Problem statement:
Report each line below that carries the word "dead".

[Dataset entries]
....................

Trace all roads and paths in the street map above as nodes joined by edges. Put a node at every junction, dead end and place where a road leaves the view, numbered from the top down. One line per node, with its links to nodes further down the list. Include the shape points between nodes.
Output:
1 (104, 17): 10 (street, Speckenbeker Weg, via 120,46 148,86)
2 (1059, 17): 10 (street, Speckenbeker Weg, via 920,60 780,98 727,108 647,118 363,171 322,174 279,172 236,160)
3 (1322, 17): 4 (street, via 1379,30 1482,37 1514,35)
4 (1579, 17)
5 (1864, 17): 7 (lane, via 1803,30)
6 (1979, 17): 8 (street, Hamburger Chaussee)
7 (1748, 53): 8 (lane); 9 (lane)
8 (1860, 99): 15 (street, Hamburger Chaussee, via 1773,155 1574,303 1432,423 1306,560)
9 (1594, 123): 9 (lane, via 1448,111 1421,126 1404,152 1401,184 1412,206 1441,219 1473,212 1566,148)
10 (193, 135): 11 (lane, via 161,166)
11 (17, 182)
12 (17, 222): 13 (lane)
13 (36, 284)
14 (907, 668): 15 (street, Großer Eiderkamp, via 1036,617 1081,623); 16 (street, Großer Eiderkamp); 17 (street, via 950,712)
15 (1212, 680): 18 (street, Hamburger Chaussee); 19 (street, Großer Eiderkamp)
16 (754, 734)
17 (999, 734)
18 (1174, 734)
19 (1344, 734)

....................

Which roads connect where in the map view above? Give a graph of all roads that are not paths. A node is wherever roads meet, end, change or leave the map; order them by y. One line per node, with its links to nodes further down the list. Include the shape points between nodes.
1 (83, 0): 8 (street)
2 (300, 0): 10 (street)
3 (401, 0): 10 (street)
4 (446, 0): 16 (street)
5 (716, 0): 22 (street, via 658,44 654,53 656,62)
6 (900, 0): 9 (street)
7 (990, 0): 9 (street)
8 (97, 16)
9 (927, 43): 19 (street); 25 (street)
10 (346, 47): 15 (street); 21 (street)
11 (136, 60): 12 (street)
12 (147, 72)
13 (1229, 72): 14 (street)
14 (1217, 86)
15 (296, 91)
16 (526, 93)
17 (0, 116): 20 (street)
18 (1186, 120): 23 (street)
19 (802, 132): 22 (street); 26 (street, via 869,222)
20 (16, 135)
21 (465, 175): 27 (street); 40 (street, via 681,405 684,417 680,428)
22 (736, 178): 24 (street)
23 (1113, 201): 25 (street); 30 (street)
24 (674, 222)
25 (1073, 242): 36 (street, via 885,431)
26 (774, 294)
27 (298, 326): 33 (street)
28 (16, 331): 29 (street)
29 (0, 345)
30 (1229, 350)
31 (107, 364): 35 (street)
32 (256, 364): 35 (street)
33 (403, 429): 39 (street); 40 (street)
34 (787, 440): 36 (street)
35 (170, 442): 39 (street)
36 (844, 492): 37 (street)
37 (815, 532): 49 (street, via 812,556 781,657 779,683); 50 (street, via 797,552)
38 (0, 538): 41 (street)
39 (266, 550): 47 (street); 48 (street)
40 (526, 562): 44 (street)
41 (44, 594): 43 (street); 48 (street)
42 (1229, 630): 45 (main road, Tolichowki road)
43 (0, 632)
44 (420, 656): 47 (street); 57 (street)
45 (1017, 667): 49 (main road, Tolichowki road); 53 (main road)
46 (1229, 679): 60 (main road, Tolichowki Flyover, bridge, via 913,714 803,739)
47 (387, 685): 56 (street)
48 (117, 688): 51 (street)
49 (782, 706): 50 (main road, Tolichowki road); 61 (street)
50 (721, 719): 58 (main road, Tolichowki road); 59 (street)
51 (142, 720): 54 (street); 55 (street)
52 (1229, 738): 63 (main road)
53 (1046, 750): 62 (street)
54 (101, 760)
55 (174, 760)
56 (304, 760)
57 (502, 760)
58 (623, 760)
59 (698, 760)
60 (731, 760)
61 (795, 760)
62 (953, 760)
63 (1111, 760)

....................

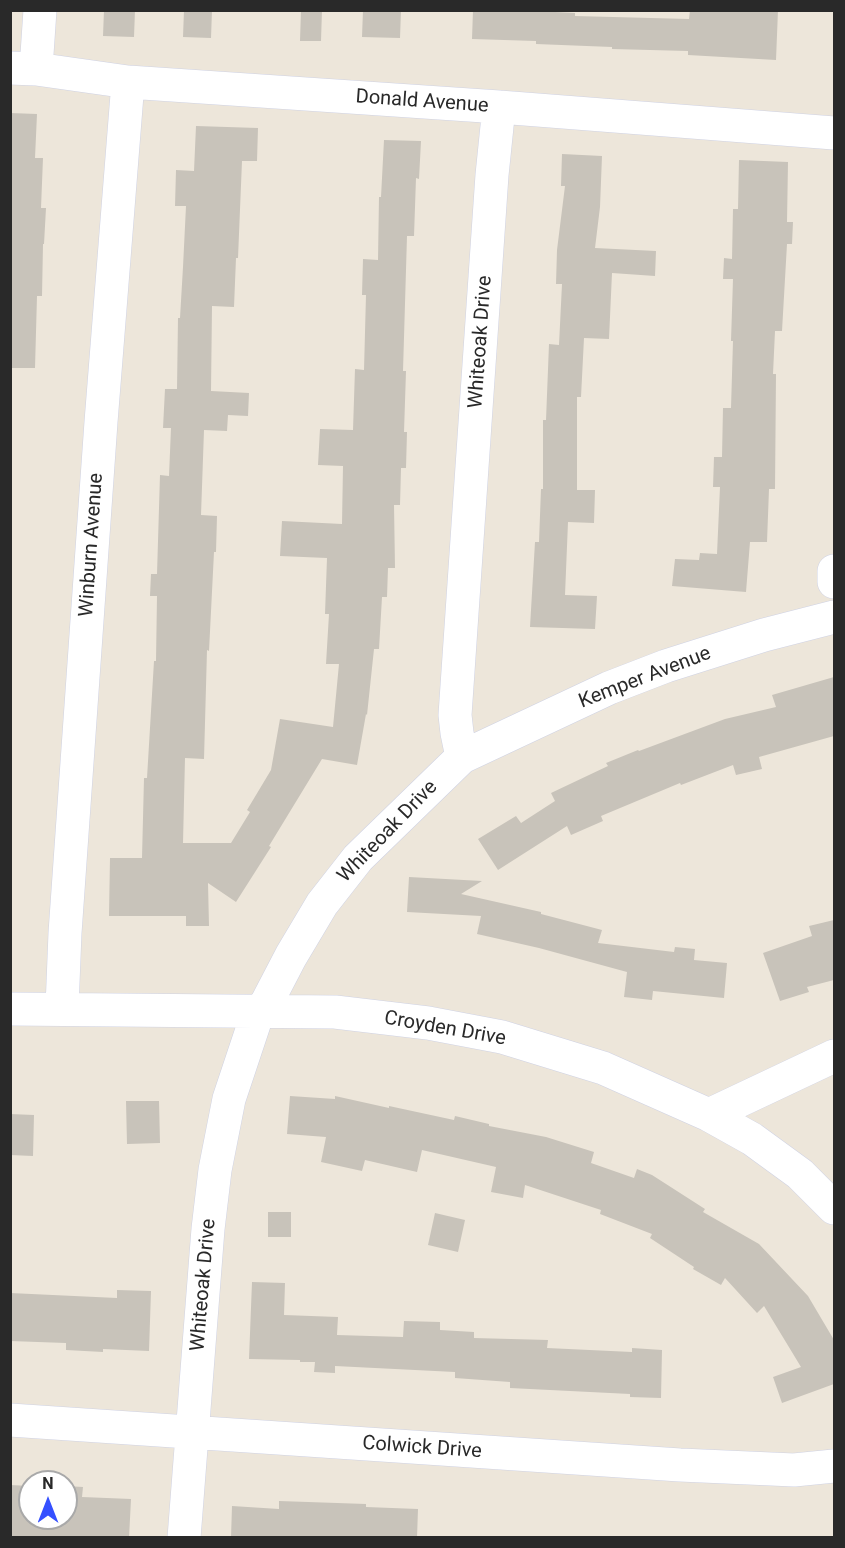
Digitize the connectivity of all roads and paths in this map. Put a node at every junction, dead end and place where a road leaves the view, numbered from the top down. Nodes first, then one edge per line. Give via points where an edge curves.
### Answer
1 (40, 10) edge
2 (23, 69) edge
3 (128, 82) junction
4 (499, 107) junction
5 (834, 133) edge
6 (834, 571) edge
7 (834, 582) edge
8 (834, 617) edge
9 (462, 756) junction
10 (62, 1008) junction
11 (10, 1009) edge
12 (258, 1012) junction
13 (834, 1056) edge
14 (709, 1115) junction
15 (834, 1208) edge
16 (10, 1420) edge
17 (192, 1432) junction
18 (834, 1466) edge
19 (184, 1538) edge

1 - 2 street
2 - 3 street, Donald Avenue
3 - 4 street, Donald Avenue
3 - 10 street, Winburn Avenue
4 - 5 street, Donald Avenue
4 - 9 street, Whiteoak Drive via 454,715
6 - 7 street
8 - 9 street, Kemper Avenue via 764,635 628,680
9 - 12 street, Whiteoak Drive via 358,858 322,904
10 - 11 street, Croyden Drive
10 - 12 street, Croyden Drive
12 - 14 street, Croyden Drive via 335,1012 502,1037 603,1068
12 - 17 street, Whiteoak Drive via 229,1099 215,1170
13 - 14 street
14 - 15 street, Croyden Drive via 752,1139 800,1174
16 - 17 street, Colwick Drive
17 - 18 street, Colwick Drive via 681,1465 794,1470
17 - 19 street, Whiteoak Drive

....................

Answer to this problem:
Trace all roads and paths in the street map above as nodes joined by edges. Put a node at every junction, dead end and place where a road leaves the view, numbered from the top down. One line per node, with its links to nodes further down the list. Include the shape points between nodes.
Digitize the connectivity of all roads and paths in this map. Put a node at every junction, dead end and place where a road leaves the view, numbered from the top down. Nodes first, then one edge per line. Give via points where an edge curves.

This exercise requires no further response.